Public reaction to Gove decision
The legal defeat of the Yolngu attracted public sympathy for their complaint, which was reflected in some newspaper editorials.
However, the recommendations made in 'The Age' editorial of 29 April fell short of recognising an Indigenous right to land:
'The Aboriginal tribes of the Gove Peninsula have lost their two-year battle for ownership of their land. In an historic judgment handed down on Tuesday, Mr. Justice Blackburn set aside their claims to traditional ownership (and, by implication, those of other Aboriginal groups throughout Australia). Instead he held that when Captain Arthur Phillip laid claim to Australia in 1788 every square inch of the colony became the property of the Crown. Mr. Justice Blackburn took 262 pages to explain and justify his decision. In the process he leant heavily on a principle which has a long history of acceptance among nations - at least among victorious ones. In crude terms it is the Darwinian principle; the strong survive, the weak go to the wall. In the judge's more elegant terminology, it is the principle that in the past the whole Earth was open to the industry and enterprise of the human race, and the more advanced peoples were therefore justified in dispossessing the less advanced.

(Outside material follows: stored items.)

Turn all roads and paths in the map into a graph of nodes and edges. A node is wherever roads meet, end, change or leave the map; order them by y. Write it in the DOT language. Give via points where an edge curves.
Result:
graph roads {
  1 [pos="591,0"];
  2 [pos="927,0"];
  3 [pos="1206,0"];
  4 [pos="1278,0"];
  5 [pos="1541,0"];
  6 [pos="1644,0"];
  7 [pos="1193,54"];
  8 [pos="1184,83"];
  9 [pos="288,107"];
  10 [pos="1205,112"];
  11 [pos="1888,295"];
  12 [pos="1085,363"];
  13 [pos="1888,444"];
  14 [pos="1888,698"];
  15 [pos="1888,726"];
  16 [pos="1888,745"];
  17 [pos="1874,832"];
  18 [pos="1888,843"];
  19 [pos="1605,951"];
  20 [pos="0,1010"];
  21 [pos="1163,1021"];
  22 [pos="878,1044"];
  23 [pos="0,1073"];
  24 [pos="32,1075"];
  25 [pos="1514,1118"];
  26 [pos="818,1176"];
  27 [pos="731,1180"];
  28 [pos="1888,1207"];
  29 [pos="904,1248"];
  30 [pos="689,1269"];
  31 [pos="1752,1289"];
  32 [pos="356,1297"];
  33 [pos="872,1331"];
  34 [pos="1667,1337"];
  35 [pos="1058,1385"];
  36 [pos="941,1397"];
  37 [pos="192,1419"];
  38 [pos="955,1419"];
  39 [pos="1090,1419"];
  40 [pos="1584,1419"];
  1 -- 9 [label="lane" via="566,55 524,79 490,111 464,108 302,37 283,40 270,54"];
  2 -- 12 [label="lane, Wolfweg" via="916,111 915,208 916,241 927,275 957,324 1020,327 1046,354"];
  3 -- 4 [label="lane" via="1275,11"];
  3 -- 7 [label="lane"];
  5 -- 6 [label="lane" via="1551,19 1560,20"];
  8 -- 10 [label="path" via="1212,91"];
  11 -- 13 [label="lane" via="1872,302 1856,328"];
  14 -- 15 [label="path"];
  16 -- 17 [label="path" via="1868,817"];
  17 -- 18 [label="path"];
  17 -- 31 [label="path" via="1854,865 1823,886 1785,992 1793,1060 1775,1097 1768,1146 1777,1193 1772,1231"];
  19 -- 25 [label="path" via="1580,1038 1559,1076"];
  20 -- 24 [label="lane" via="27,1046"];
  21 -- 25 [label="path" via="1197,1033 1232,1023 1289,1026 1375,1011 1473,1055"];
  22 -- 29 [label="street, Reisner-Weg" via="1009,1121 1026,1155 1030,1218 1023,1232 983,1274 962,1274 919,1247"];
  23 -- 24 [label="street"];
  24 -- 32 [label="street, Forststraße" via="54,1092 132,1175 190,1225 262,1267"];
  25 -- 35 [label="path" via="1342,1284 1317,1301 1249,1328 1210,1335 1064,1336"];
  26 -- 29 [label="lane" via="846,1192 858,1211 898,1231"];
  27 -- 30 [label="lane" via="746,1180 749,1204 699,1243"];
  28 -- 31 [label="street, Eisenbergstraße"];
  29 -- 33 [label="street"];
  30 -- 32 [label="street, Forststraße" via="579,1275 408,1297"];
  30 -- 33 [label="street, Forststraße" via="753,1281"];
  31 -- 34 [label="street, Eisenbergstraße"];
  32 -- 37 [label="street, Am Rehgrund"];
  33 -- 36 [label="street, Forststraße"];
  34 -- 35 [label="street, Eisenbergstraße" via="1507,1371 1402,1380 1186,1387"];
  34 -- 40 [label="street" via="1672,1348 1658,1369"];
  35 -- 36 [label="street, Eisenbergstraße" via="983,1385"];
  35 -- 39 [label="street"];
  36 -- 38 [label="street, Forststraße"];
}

It is hard to see how Mr.Justice Blackburn could have come to any other conclusion, regrettable though it be. To have found for the Gove tribesmen would have been to turn the clock of history back. In legal terms it would have meant setting aside the explicit canons of British law for the unwritten and largely unknown ones of tribal custom. How could any court ever decide what laws applied with any tribe in the period before the First Fleet's arrival? In the absence of records too, how could a court decide where any particular group or tribe's traditional boundaries began and ended?
But while Mr. Justice Blackburn's judgment may be realistic when viewed through the white man's eyes, we can hardly expect it will seem the same to the Gove tribesmen and to the other 130,00-odd Aborigines throughout Australia. They are entitled to feel dismayed and disappointed. Not only have they lost the land rights argument; they have also lost a measure of security. None of the nation's native reservations is safe any longer from industrial depredation. Today it is a $310 million bauxite-mining consortium, which is dispossessing them at Gove. Who knows what projects tomorrow will bring?
To Aborigines this will seem as further proof of the white man's willingness to trample on the rights of native people and to exploit them as they did in the early dark days of colonising. To avoid this charge the Federal Government has an obligation to legislate to give Aborigines a much stronger measure of protection than they now enjoy. As an act of conscience, if not as an act of justice too, the Government should also be prepared to make freehold land grants to groups which can prove they have the necessary skills and economic know-how. In America, Canada and New Zealand, land grants have been made by statute or by executive policy, as Mr.Justice Blackburn noted. This should be Australia's policy too. On grounds of humanity alone, this is the least we can do.'
Keywords: Blackburn judgement, Blackburn, Justice, crown land, First Fleet, Gove, Gove Case, land rights, Milirrpum v Nabalco Pty Ltd, 1971 , mining, Nabalco, Northern Territory, terra nullius, Yirrkala, Yolgnu, 1971
Author: Rowse, Tim and Graham, Trevor
Source: The Age, 29 April 1971.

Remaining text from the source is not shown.